1. Technical Field
This disclosure generally relates to database query execution and optimization, and more specifically relates to query execution and optimization with autonomic error recovery from network failures in a parallel computer system of multiple nodes and multiple networks.
2. Background Art
Databases are computerized information storage and retrieval systems. A database system is structured to accept commands to store, retrieve and delete data using, for example, high-level query languages such as the Structured Query Language (SQL). The term “query” denominates a set of commands for retrieving data from a stored database. The query language requires the return of a particular data set in response to a particular query.
Many large institutional computer users are experiencing tremendous growth of their databases.
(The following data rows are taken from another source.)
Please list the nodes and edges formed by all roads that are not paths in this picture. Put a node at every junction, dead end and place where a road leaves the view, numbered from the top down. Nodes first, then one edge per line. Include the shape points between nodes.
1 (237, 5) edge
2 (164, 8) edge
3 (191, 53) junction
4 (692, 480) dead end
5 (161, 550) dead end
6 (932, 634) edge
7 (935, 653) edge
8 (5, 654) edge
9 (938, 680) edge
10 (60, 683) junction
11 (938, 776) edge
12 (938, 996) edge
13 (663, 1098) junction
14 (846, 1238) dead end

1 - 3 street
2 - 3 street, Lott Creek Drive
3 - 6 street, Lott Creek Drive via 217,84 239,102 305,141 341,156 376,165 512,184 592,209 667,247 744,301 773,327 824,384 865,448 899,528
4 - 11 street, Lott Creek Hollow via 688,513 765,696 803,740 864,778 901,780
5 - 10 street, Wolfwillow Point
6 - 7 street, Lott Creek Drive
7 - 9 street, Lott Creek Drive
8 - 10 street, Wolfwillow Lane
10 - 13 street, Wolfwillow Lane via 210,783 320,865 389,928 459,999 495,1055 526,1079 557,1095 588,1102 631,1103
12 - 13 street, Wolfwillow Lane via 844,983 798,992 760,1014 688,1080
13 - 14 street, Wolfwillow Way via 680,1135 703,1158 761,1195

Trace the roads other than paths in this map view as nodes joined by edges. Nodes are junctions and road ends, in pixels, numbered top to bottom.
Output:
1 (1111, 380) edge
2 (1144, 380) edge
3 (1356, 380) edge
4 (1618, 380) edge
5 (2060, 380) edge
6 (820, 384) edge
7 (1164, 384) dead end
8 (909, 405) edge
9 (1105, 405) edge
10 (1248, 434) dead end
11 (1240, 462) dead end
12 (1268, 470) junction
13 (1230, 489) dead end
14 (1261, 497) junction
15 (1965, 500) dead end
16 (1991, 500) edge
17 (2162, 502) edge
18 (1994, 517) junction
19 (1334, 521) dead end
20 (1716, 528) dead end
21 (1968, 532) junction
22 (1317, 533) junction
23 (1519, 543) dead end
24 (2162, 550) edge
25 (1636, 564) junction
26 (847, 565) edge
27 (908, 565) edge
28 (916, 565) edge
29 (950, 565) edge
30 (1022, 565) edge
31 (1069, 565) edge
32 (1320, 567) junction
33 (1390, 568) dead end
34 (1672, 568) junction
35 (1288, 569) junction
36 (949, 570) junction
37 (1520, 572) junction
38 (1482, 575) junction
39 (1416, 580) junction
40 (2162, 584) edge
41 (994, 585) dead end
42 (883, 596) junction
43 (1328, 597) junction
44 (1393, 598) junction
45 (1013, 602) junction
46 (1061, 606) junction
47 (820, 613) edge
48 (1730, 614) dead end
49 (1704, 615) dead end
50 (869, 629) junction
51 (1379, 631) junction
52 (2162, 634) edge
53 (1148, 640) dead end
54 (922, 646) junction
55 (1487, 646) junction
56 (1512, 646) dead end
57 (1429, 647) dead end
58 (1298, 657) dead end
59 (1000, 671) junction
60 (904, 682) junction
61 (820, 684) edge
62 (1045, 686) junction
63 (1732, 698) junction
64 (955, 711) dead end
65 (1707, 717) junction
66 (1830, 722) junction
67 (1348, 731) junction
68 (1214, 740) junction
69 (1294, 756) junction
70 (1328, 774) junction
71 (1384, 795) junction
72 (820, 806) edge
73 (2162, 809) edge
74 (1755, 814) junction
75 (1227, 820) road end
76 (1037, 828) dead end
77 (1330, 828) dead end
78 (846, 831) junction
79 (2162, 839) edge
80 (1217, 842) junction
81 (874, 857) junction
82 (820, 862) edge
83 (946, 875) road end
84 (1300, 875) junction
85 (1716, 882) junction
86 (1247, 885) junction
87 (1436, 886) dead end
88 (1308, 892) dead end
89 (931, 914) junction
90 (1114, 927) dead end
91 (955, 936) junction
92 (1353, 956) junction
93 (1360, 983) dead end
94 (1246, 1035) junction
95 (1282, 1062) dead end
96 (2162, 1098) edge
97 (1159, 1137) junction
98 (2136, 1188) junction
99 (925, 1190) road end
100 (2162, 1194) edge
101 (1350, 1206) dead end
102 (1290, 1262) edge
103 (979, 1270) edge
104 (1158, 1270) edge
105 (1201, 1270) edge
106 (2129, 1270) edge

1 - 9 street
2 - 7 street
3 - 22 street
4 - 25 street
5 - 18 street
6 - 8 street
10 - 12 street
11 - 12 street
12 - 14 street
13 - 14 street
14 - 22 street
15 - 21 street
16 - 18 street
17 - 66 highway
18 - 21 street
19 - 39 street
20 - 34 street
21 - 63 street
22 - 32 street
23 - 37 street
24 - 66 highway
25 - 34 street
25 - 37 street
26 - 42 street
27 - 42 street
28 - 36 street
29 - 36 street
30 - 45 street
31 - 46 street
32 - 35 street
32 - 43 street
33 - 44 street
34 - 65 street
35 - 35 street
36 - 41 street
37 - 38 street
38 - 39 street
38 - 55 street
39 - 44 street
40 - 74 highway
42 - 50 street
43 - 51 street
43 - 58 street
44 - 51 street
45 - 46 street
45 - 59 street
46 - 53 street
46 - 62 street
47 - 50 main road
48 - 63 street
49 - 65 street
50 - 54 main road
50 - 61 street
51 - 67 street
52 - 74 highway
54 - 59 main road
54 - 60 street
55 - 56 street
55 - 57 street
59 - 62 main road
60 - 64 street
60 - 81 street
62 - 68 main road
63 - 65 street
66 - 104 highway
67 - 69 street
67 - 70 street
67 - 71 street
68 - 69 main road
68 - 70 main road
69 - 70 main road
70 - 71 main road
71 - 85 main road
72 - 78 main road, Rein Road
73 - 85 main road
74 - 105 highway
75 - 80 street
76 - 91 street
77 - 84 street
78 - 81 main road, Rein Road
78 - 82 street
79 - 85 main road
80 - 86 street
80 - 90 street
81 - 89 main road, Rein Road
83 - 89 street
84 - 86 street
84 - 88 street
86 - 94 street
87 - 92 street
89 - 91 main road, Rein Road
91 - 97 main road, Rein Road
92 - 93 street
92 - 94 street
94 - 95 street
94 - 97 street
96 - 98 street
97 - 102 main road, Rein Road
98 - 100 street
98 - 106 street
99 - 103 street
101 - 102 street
One of the primary means of dealing with large databases is that of distributing the data across multiple partitions in a parallel computer system. The partitions can be logical or physical over which the data is distributed.
Massively parallel computer systems are one type of parallel computer system that have a large number of interconnected compute nodes. A family of such massively parallel computers is being developed by International Business Machines Corporation (IBM) under the name Blue Gene. The Blue Gene/L system is a scalable system in which the current maximum number of compute nodes is 65,536. The Blue Gene/L node consists of a single ASIC (application specific integrated circuit) with 2 CPUs and memory. The full computer is housed in 64 racks or cabinets with 32 node boards in each rack. The Blue Gene/L supercomputer communicates over several communication networks. The compute nodes are arranged into both a logical tree network and a 3-dimensional torus network. The logical tree network connects the computational nodes so that each node communicates with a parent and one or two children. The torus network logically connects the compute nodes in a three-dimensional lattice like structure that allows each compute node to communicate with its closest 6 neighbors in a section of the computer.
In massively parallel computer systems such as the Blue Gene parallel computer system, recovering from hardware failures is important to more efficiently utilize the computer system. Recovering from a failure may allow a sophisticated application to continue to operate on different portions of the system or at a reduced speed to prevent the total loss of accumulated data prior to the failure that would result from restarting the system.
Database query optimizers have been developed that evaluate queries and determine how to best execute the queries based on a number of different factors that affect query performance. In the related applications, a query optimizer rewrites a query or optimizes query execution for queries on multiple networks. On parallel computer systems in the prior art, the database and query optimizer are not able to effectively overcome a failure of a network while executing a query. Without a way to more effectively execute and optimize queries, multiple network computer systems will continue to suffer from inefficient utilization of system resources to overcome network failures and process database queries.